Magrini even generated a response using ChatGPT-4 based on a simplified scenario from the Air Transat 236 incident in 2001. The LLM responded: “ChatGPT takes all reasonable steps questioning the data, while preventing further damage. The pilots on that flight failed to take critical actions that ChatGPT got right, and eventually exhausted all fuel on-board landing the A330 as a glider over the Atlantic.”
Although it is impossible to say if AI would be able to fly the aircraft the same way as the pilots did, without power. “My speculation is that an aircraft designed to integrate AI would be able. However, it is like watching the crash tests for Tesla cars, where the accidents are prevented by the AI on board. If the AI helps to break the accident’s chain of events early enough, we might never get again into these extreme emergency situations,” says Magrini.
The next logical step is to use a generic LLM and fine-tune it for a specific aviation task. For someone with some programming knowledge, but no AI specific training, this is surprisingly easy and cheap nowadays to do this, according to Magrini. “Consider that to create a fine-tuned AI model that when provided a NOTAM will re-write the text part without abbreviations, and return some standardised parameters, it would cost just a few hundred dollars in training, using OpenAI’s API.” In an application like this, users may not even realise that the data has been processed by an AI. Equally they may not even realise that the original source is a NOTAM, because of how different the output may look from the input.

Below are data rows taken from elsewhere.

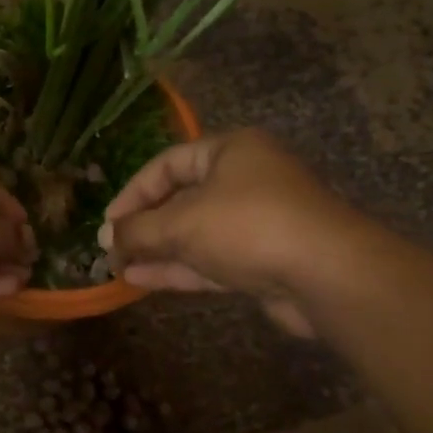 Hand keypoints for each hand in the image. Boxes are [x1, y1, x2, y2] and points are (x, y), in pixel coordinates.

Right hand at [99, 130, 366, 335]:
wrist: (326, 275)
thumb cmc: (248, 226)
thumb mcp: (182, 222)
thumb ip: (138, 229)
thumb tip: (106, 237)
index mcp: (230, 152)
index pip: (167, 164)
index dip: (133, 192)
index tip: (108, 221)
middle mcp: (245, 181)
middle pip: (181, 199)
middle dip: (144, 225)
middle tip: (111, 248)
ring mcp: (255, 223)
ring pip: (195, 234)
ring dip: (157, 250)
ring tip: (118, 267)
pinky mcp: (262, 261)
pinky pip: (210, 259)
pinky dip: (177, 268)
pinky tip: (140, 280) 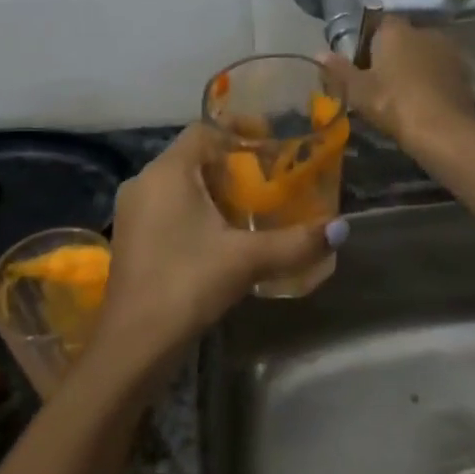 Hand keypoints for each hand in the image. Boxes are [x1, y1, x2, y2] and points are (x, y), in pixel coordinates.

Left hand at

As noted, aircraft systems have been using increasing levels of AI for years. Training a pilot to manage the flight path of the aircraft using automation, and the behaviours you expect a pilot to demonstrate when working with automation shouldn’t change, according to Hughes. “What will change are the tasks used during training to develop that pilot competency in aircraft where more and more of the tasks are automated.”
“We still want the pilot to routinely demonstrate the correct behaviours with a positive impact to safety margins. However, the tasks that form part of a training programme and which are used to develop a given competency will change if certain tasks are no longer an option for the pilot to execute manually as a result of the evolution of the aircraft design,” explains Hughes.
Today, pilot training is highly prescriptive and repetitious practice has achieved a high level of safety. However, as aircraft have increased in reliability, Hughes says it is no longer as useful to continuously practice tasks or scenarios that have resulted in accidents in the past. CAE believes by re-centring the focus on the outcome of training rather than the inputs of training, pilots will be able to react appropriately in any emergency scenario. “This competency-based training assessment [CBTA] philosophy applies equally across vehicle types, but is particularly relevant when applied to new novel aircraft types where there is not sufficient data on past training performance,” she says.
Magrini believes AI can stop a pilot from nose-diving into a mountain without requiring another human to watch over the pilot’s shoulder as is the case today. “So, it is also a matter of economics for our industry.
“My proposal is that we keep dipping our toes in AI using these easy, free tools and start to get confident with its capabilities. Bring AI to the limits, and then start to ask ourselves where we would want those capabilities researched, developed, tested and certified,” he says.
While for today’s pilots, practice makes perfect, those forging a career on AI-integrated and fully-autonomous aircraft may rely on other means to ensure their competency.